One consequence is that in cutting back on fats, we are now eating a lot more carbohydrates—at least 25% more since the early 1970s. Consumption of saturated fat, meanwhile, has dropped by 11%, according to the best available government data. Translation: Instead of meat, eggs and cheese, we’re eating more pasta, grains, fruit and starchy vegetables such as potatoes. Even seemingly healthy low-fat foods, such as yogurt, are stealth carb-delivery systems, since removing the fat often requires the addition of fillers to make up for lost texture—and these are usually carbohydrate-based.
The problem is that carbohydrates break down into glucose, which causes the body to release insulin—a hormone that is fantastically efficient at storing fat. Meanwhile, fructose, the main sugar in fruit, causes the liver to generate triglycerides and other lipids in the blood that are altogether bad news. Excessive carbohydrates lead not only to obesity but also, over time, to Type 2 diabetes and, very likely, heart disease.

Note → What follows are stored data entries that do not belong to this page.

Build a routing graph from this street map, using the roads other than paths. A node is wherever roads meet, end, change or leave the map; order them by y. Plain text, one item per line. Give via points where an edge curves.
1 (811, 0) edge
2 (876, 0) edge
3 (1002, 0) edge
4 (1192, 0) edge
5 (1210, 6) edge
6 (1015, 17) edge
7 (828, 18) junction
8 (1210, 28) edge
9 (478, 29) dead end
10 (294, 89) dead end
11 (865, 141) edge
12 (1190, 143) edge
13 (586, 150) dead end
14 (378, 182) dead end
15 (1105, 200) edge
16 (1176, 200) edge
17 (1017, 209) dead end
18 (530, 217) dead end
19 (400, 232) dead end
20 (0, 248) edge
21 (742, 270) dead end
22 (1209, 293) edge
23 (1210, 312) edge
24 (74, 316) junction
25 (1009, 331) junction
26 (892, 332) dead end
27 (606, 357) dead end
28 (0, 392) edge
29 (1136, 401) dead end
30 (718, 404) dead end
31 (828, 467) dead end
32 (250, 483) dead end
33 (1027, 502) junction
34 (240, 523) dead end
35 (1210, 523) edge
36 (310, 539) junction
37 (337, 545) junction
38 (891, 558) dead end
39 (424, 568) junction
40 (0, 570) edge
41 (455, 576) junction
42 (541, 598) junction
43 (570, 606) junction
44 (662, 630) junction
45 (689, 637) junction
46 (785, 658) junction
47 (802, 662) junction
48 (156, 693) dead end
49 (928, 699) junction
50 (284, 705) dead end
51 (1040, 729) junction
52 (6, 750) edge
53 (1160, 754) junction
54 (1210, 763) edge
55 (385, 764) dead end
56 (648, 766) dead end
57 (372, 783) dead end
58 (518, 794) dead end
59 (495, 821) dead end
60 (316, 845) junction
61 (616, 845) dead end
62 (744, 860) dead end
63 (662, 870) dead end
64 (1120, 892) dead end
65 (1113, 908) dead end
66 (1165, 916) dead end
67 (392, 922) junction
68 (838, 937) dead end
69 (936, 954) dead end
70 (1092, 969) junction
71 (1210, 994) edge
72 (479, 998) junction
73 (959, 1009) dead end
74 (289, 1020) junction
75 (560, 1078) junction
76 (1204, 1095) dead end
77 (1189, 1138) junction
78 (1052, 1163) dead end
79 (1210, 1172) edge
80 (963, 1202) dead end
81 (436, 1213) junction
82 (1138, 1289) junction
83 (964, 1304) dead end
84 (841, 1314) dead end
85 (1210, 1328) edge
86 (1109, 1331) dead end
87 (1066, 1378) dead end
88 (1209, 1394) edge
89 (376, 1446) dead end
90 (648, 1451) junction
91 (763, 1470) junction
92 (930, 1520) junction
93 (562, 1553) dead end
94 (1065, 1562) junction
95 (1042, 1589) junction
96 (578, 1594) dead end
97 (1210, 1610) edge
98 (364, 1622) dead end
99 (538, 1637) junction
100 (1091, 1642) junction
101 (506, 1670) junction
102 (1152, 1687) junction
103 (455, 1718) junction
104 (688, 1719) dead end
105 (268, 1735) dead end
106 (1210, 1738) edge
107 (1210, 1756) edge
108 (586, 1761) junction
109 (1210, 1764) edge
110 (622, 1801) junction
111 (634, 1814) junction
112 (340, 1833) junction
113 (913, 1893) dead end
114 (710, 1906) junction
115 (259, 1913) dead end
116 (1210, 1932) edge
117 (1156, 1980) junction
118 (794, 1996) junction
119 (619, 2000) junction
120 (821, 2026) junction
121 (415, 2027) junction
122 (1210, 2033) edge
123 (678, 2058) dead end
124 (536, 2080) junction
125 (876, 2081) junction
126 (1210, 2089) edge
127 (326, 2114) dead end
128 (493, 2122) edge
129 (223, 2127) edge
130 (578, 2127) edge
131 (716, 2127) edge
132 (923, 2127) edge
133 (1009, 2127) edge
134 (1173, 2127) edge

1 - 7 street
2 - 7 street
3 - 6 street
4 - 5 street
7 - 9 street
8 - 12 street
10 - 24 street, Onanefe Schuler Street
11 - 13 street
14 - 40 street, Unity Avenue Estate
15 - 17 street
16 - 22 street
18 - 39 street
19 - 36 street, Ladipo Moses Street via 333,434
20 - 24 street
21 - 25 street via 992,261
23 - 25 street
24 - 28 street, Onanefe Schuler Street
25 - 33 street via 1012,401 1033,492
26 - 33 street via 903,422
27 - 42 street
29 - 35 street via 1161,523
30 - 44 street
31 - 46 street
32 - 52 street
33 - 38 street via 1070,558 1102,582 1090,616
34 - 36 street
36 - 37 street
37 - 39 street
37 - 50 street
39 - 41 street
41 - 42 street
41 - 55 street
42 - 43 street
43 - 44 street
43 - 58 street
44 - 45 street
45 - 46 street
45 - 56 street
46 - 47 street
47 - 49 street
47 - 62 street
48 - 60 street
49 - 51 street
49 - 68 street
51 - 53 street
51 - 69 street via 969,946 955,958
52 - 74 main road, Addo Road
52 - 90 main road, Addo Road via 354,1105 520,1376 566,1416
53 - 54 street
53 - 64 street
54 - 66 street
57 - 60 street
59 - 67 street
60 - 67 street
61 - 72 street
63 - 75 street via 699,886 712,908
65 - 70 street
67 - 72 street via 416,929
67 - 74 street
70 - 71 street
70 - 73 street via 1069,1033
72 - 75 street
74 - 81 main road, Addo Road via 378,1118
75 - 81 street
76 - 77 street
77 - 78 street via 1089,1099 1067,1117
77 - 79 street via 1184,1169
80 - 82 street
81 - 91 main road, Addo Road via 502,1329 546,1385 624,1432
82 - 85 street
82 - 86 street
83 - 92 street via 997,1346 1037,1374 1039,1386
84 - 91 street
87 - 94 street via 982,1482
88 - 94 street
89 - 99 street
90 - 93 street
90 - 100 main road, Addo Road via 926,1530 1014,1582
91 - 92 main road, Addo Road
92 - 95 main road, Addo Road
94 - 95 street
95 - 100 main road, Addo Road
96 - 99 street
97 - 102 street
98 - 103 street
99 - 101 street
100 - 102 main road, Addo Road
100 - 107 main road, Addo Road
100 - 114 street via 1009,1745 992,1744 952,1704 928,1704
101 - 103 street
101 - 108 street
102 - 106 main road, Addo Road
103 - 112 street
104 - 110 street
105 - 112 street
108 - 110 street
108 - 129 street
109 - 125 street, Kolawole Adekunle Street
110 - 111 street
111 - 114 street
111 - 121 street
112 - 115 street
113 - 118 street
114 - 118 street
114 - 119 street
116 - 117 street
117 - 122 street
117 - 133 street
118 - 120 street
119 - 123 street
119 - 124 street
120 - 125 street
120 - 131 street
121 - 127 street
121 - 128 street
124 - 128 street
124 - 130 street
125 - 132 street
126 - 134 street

The real surprise is that, according to the best science to date, people put themselves at higher risk for these conditions no matter what kind of carbohydrates they eat. Yes, even unrefined carbs. Too much whole-grain oatmeal for breakfast and whole-grain pasta for dinner, with fruit snacks in between, add up to a less healthy diet than one of eggs and bacon, followed by fish.
This is good stuff, a point of view that even a carb-loving baker like me can appreciate. Obviously I have nothing against carbs and firmly believe they occupy an important place in the human diet. Like everything, however, carb intake should be a matter of balance. Giving up meats and fats in favor of more carbs violates what should be a common sense rule. The obvious question at this point is: what has caused the spike in heart disease since the 50′s? Teicholz points the finger at vegetable oils.
The second big unintended consequence of our shift away from animal fats is that we’re now consuming more vegetable oils. Butter and lard had long been staples of the American pantry until Crisco, introduced in 1911, became the first vegetable-based fat to win wide acceptance in U.S. kitchens. Then came margarines made from vegetable oil and then just plain vegetable oil in bottles.
This shift seemed like a good idea at the time, but it brought many potential health problems in its wake. In those early clinical trials, people on diets high in vegetable oil were found to suffer higher rates not only of cancer but also of gallstones. And, strikingly, they were more likely to die from violent accidents and suicides. Alarmed by these findings, the National Institutes of Health convened researchers several times in the early 1980s to try to explain these “side effects,” but they couldn’t. (Experts now speculate that certain psychological problems might be related to changes in brain chemistry caused by diet, such as fatty-acid imbalances or the depletion of cholesterol.)
I’ll confess that this is where Teicholz’s thesis runs off the rails for me. She seems to start off advocating for common sense and moderation in all things, then ends up creating just one more in a long line of source-of-all-evil dietary bugaboos. But then that’s the curse of any popular discourse on diet. It must contain at least one wolfman plus a silver bullet to slay him with. “Eat a mix of foods in moderation and get some exercise” has such limited commercial potential. Still I plan to buy and read the book as I think the essence of what Teicholz says is important. I’ll sigh wearily at the rest and hope that one day we as a culture discover a work-around for hype.